Asia's factories are finding a second wind — and the fuel is artificial intelligence. Surveys of manufacturers across the region showed activity expanding in June, driven by surging global demand for the hardware that powers AI, Reuters reported.

What the surveys show

The key gauge is the Purchasing Managers' Index (PMI) — a monthly survey of factory managers where a reading above 50 means growth and below 50 means contraction. In June, Japan's manufacturing PMI rose to roughly 54.8 (a solid expansion), and China's private-sector gauge held around 51.7. South Korea and Taiwan — Asia's chipmaking heartlands — also grew, with Taiwan posting one of its strongest readings in years. (Exact figures are from S&P Global's PMI compilers via Reuters.)

Why AI is the engine

The common thread is electronics. The world's scramble to build AI — data centers packed with semiconductors, memory chips and servers — is flooding Asia's tech-exporting factories with orders. The scale showed up in Micron's latest results: the US memory maker reported a record roughly $41.5 billion in quarterly revenue, up from about $9 billion a year earlier, and said its premium AI memory is sold out into 2027, CNBC reported. That demand lands directly on the production lines of South Korea, Taiwan and Japan.

(Explainer: a PMI is a timely read on manufacturing — quicker than official GDP data. Because it surveys new orders, output and hiring, a rising PMI suggests factories are busier and more confident.)

The catch: it's a narrow boom

The strength is uneven.
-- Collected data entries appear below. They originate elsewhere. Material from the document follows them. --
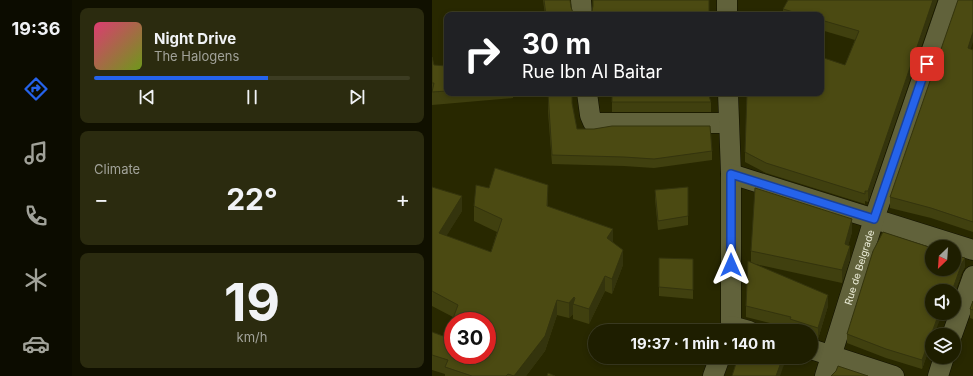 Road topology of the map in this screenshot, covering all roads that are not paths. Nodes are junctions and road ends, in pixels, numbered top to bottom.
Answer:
1 (581, 0) edge
2 (727, 0) edge
3 (949, 0) edge
4 (582, 12) edge
5 (727, 12) edge
6 (587, 96) edge
7 (728, 96) edge
8 (728, 123) junction
9 (731, 174) junction
10 (874, 219) junction
11 (973, 250) edge
12 (973, 276) edge
13 (737, 324) edge
14 (954, 328) edge
15 (818, 351) edge
16 (832, 356) junction
17 (717, 364) edge
18 (942, 364) edge
19 (713, 376) edge
20 (826, 376) edge
21 (894, 376) edge
22 (938, 376) edge

1 - 4 street
2 - 5 street
3 - 10 street, Rue de Belgrade
6 - 8 street
7 - 8 street
8 - 9 street
9 - 10 street
9 - 13 street
10 - 11 street
10 - 16 street, Rue de Belgrade
12 - 14 street
15 - 16 street
16 - 20 street, Rue de Belgrade
16 - 21 street
17 - 19 street
18 - 22 street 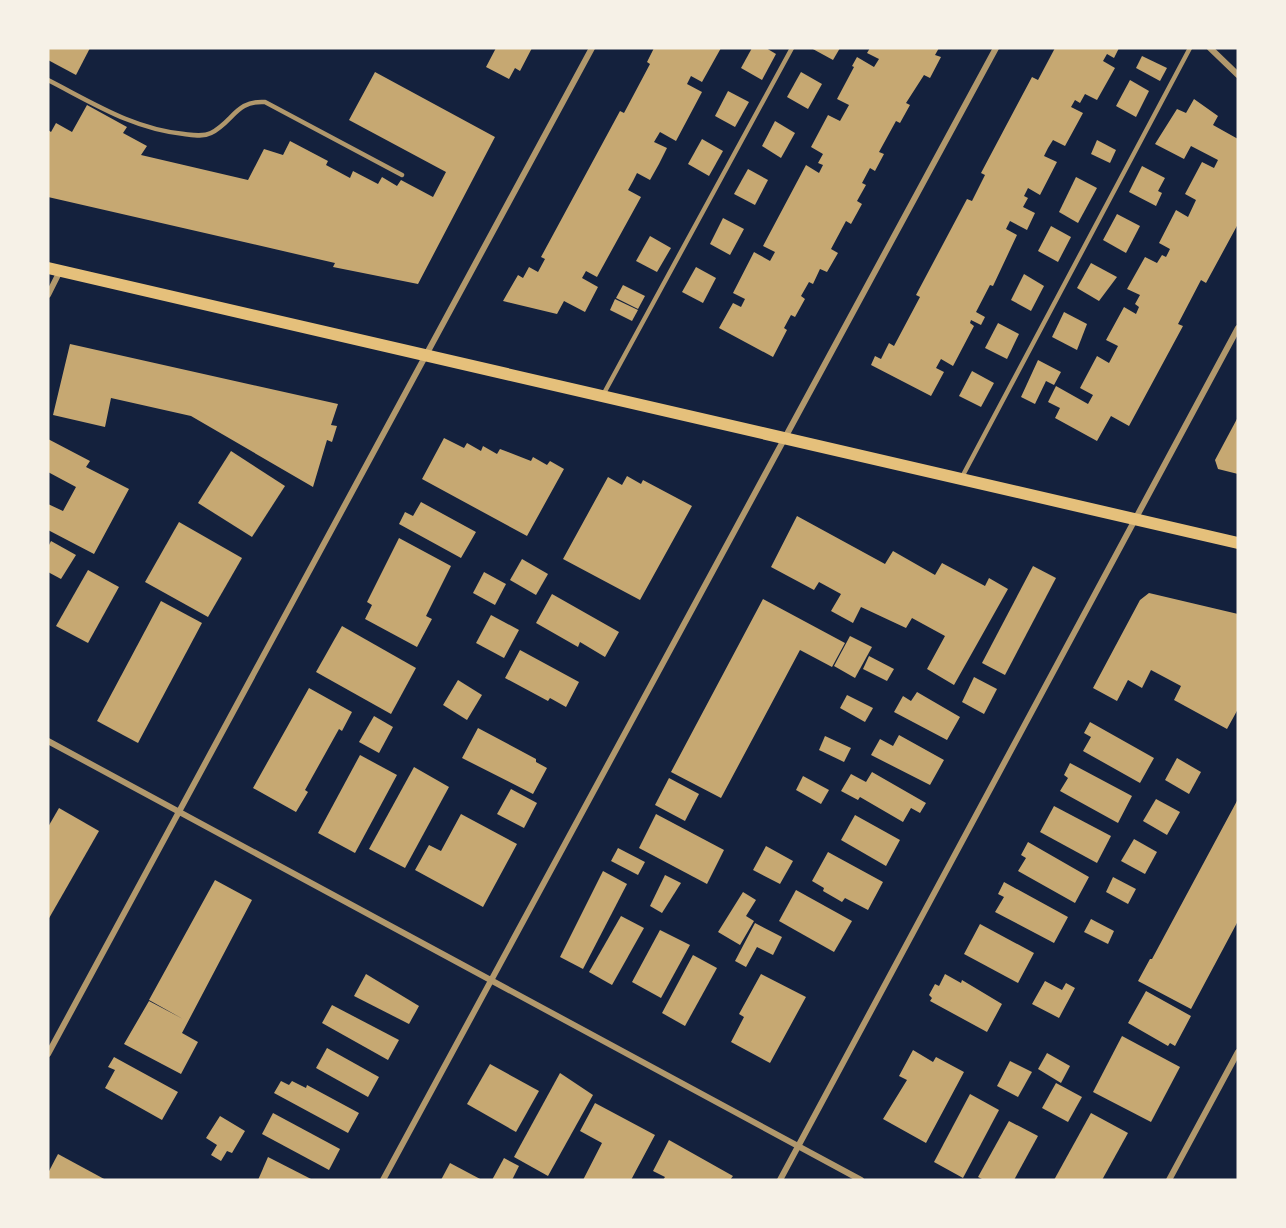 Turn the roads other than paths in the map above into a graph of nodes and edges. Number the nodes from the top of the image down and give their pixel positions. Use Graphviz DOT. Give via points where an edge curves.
graph roads {
  1 [pos="592,48"];
  2 [pos="792,48"];
  3 [pos="996,48"];
  4 [pos="1190,48"];
  5 [pos="1210,48"];
  6 [pos="1238,75"];
  7 [pos="48,80"];
  8 [pos="402,175"];
  9 [pos="54,269"];
  10 [pos="48,295"];
  11 [pos="1238,328"];
  12 [pos="426,355"];
  13 [pos="603,395"];
  14 [pos="785,436"];
  15 [pos="962,477"];
  16 [pos="1136,518"];
  17 [pos="1238,543"];
  18 [pos="48,741"];
  19 [pos="180,812"];
  20 [pos="491,980"];
  21 [pos="1238,1052"];
  22 [pos="48,1054"];
  23 [pos="798,1146"];
  24 [pos="383,1180"];
  25 [pos="780,1180"];
  26 [pos="861,1180"];
  27 [pos="1169,1180"];
  1 -- 12 [label="street"];
  2 -- 13 [label="lane"];
  3 -- 14 [label="street"];
  4 -- 15 [label="lane"];
  5 -- 6 [label="street"];
  7 -- 8 [label="lane" via="134,124 200,136 211,134 252,101 265,102"];
  9 -- 10 [label="street"];
  9 -- 12 [label="main road"];
  11 -- 16 [label="street"];
  12 -- 13 [label="main road"];
  12 -- 19 [label="street"];
  13 -- 14 [label="main road"];
  14 -- 15 [label="main road"];
  14 -- 20 [label="street"];
  15 -- 16 [label="main road"];
  16 -- 17 [label="main road"];
  16 -- 23 [label="street"];
  18 -- 19 [label="street"];
  19 -- 20 [label="street"];
  19 -- 22 [label="street"];
  20 -- 23 [label="street"];
  20 -- 24 [label="street"];
  21 -- 27 [label="street"];
  23 -- 25 [label="street"];
  23 -- 26 [label="street"];
}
This is essentially an AI-hardware upturn, concentrated in the tech supply chain — not a broad, all-boats-rising recovery. Factories making non-tech goods face softer demand, and two familiar headwinds hang over the region:

  • Tariffs. US import tariffs, including on some chips and electronics, threaten to disrupt the very trade flows now lifting Asia — a risk Boursel has tracked through the tariff era and reshoring push.
  • Geopolitics and costs. Trade tensions and geopolitical uncertainty cloud the outlook, and input and energy costs remain a worry for manufacturers.

So the rebound is real but precarious: it rests heavily on a single, if enormous, source of demand.

Why it matters

For Asia's export economies — and their currencies — the AI wave is a genuine boost, keeping order books full and factories hiring in the chip hubs. For the global economy, the split screen is telling: a powerful, AI-driven manufacturing upcycle running alongside a lukewarm picture for everything else. And for investors, it reinforces a theme Boursel keeps returning to — that an unusual share of today's growth, in markets and in the real economy alike, traces back to the AI build-out. Boursel makes no forecast; the takeaway is that Asia's factories are busy again, but their fortunes are now tied tightly to whether the AI-hardware boom keeps running — and to whether tariffs are allowed to get in its way.